I think that if the content is crisp enough and delivered in a readable manner, adults will read it. Kids too. But, if it's just stats and numbers, they'll fall asleep at their terminal and wake up with drool between the keys of their keyboards and the unmistakable imprint of the shift key on their foreheads...I'd hate to be responsible for that.

And lets not forget not all posts have to be magnum opus in length.

Dude, I don't even know what that means....

Wikipedia to the rescue!

It's like writing a flyer to appeal to all types - some like the pictures, some like the charts and statistics, some like the stories and humor - everyone likes to know the person behind it all.

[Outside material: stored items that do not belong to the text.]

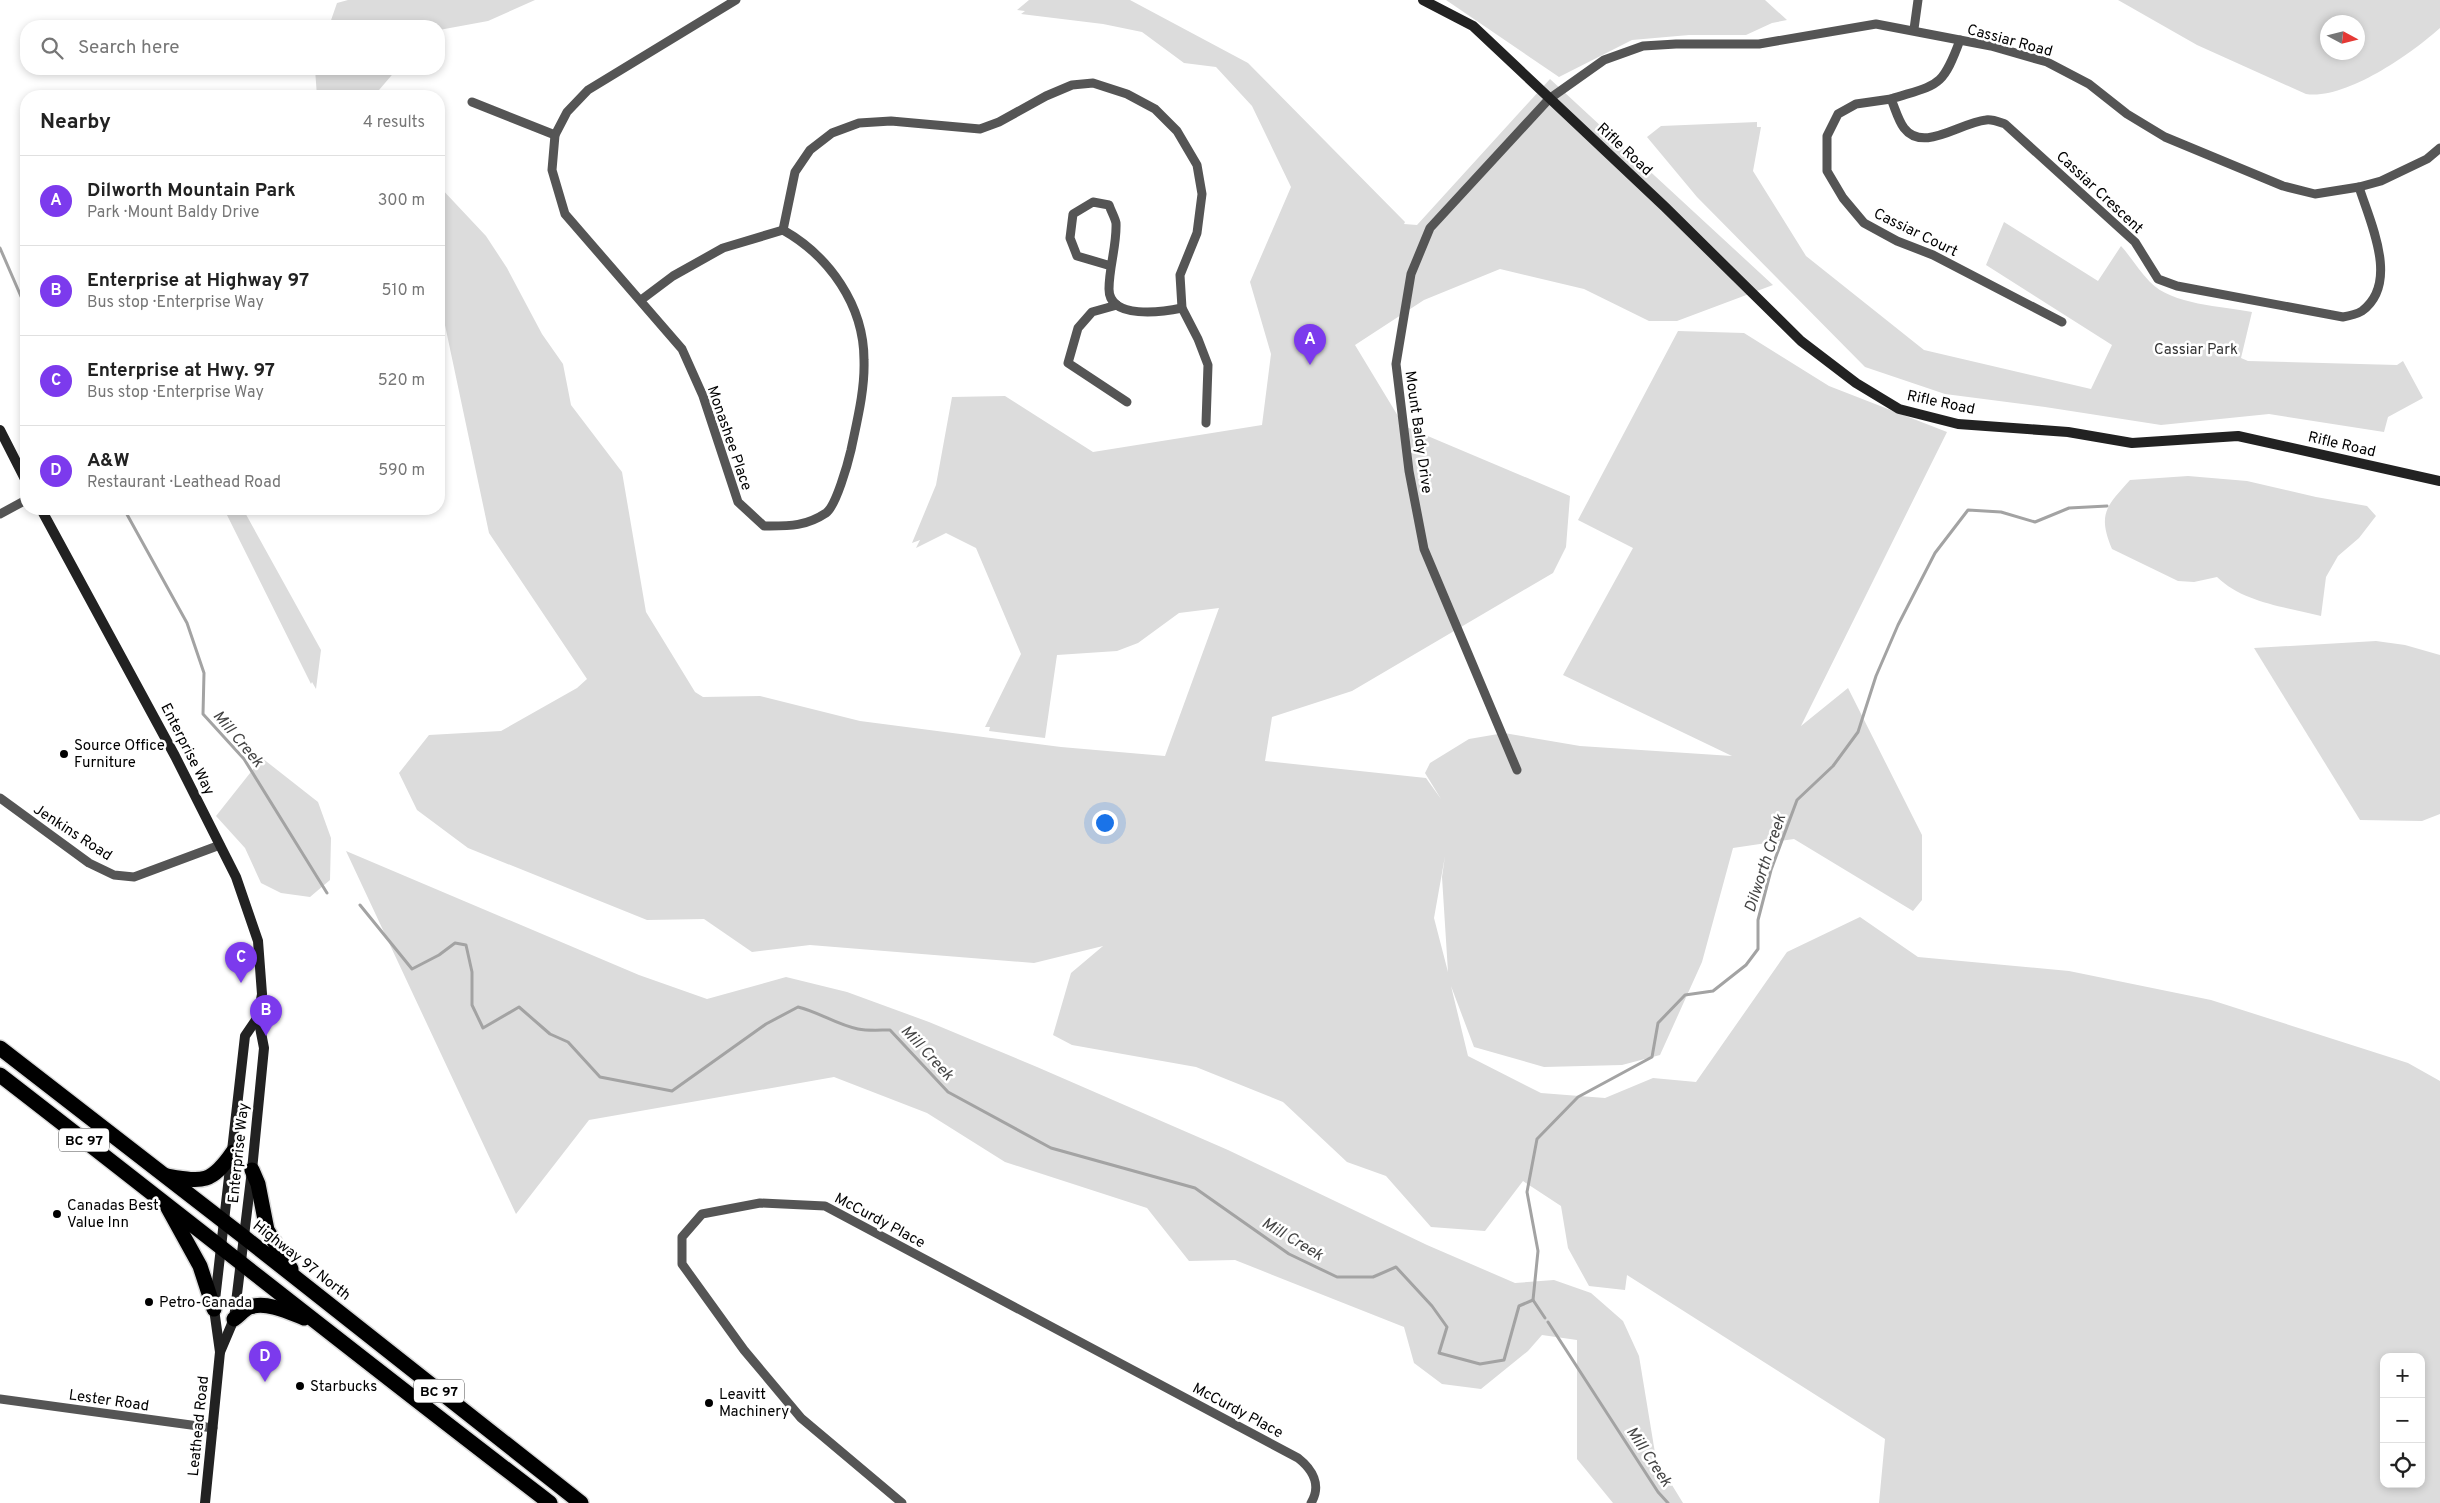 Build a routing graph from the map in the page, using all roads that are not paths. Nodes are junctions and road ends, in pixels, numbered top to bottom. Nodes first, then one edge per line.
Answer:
1 (736, 0) edge
2 (1423, 0) edge
3 (1918, 0) edge
4 (1914, 29) junction
5 (1960, 40) junction
6 (1549, 99) junction
7 (1891, 99) junction
8 (472, 102) dead end
9 (555, 135) junction
10 (2440, 148) edge
11 (2359, 187) junction
12 (783, 230) junction
13 (1111, 266) junction
14 (641, 300) junction
15 (1118, 306) junction
16 (1182, 308) junction
17 (2062, 322) dead end
18 (1127, 402) dead end
19 (1206, 423) dead end
20 (0, 430) edge
21 (20, 469) edge
22 (2440, 481) edge
23 (20, 503) edge
24 (0, 514) edge
25 (44, 515) edge
26 (1517, 770) dead end
27 (0, 798) edge
28 (220, 845) junction
29 (258, 1018) junction
30 (0, 1048) edge
31 (0, 1075) edge
32 (233, 1152) junction
33 (252, 1170) junction
34 (165, 1176) junction
35 (167, 1204) junction
36 (225, 1222) junction
37 (244, 1237) junction
38 (221, 1247) junction
39 (240, 1262) junction
40 (297, 1278) junction
41 (214, 1309) junction
42 (234, 1319) junction
43 (315, 1322) junction
44 (220, 1352) junction
45 (0, 1399) edge
46 (214, 1428) junction
47 (205, 1503) edge
48 (550, 1503) edge
49 (581, 1503) edge
50 (902, 1503) edge
51 (1311, 1503) edge

1 - 9 street, Monashee Place
2 - 6 street, Rifle Road
3 - 4 street
4 - 5 street, Cassiar Road
4 - 6 street, Cassiar Road
5 - 7 street
5 - 11 street, Cassiar Road
6 - 22 street, Rifle Road
6 - 26 street, Mount Baldy Drive
7 - 11 street, Cassiar Crescent
7 - 17 street, Cassiar Court
8 - 9 street
9 - 14 street, Monashee Place
10 - 11 street, Cassiar Road
12 - 14 street
12 - 14 street, Monashee Place
12 - 16 street
13 - 13 street
13 - 15 street
15 - 16 street
15 - 18 street
16 - 19 street
20 - 21 street
23 - 24 street
25 - 28 street, Enterprise Way
27 - 28 street, Jenkins Road
28 - 29 street, Enterprise Way
29 - 32 street, Enterprise Way
29 - 33 street, Enterprise Way
30 - 34 highway, Highway 97 North / BC 97
31 - 35 highway, BC 97
32 - 34 highway
32 - 36 street, Enterprise Way
33 - 37 street, Enterprise Way
33 - 40 highway
34 - 36 highway, Highway 97 North / BC 97
35 - 38 highway, BC 97
35 - 41 highway
36 - 37 highway, Highway 97 North / BC 97
36 - 38 street, Leathead Road
37 - 39 street, Enterprise Way
37 - 40 highway, Highway 97 North / BC 97
38 - 39 highway, BC 97
38 - 41 street, Leathead Road
39 - 42 street, Leathead Road
39 - 43 highway, BC 97
40 - 49 highway, Highway 97 North / BC 97
41 - 44 street, Leathead Road
42 - 43 highway
42 - 44 street, Leathead Road
43 - 48 highway, BC 97
44 - 46 street, Leathead Road
45 - 46 street, Lester Road
46 - 47 street, Leathead Road
50 - 51 street, McCurdy Place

Very clever and useful guidelines

Good job Jonathan. This is a great intro to how to blog. I'm going to try to take some of it to heart because I tend to be kinda dry. I like the numbers.


Everybody has a style. The more I think about it, the more I realize that I go to different blogs for different reasons. Sometimes I want cold, hard info. If that's the case, I have the bloggers who are dropping stats on speed dial.

Other people who just want a giggle and some quick info will probably end up on my blog. Either way, we both offer valuable content. I'm trying to train myself to be a hybrid of the two so that I can have a mass appeal.

Jonathan gets it. Well said.

I like giggles and quick info. I like your blog Jonathan. A lot.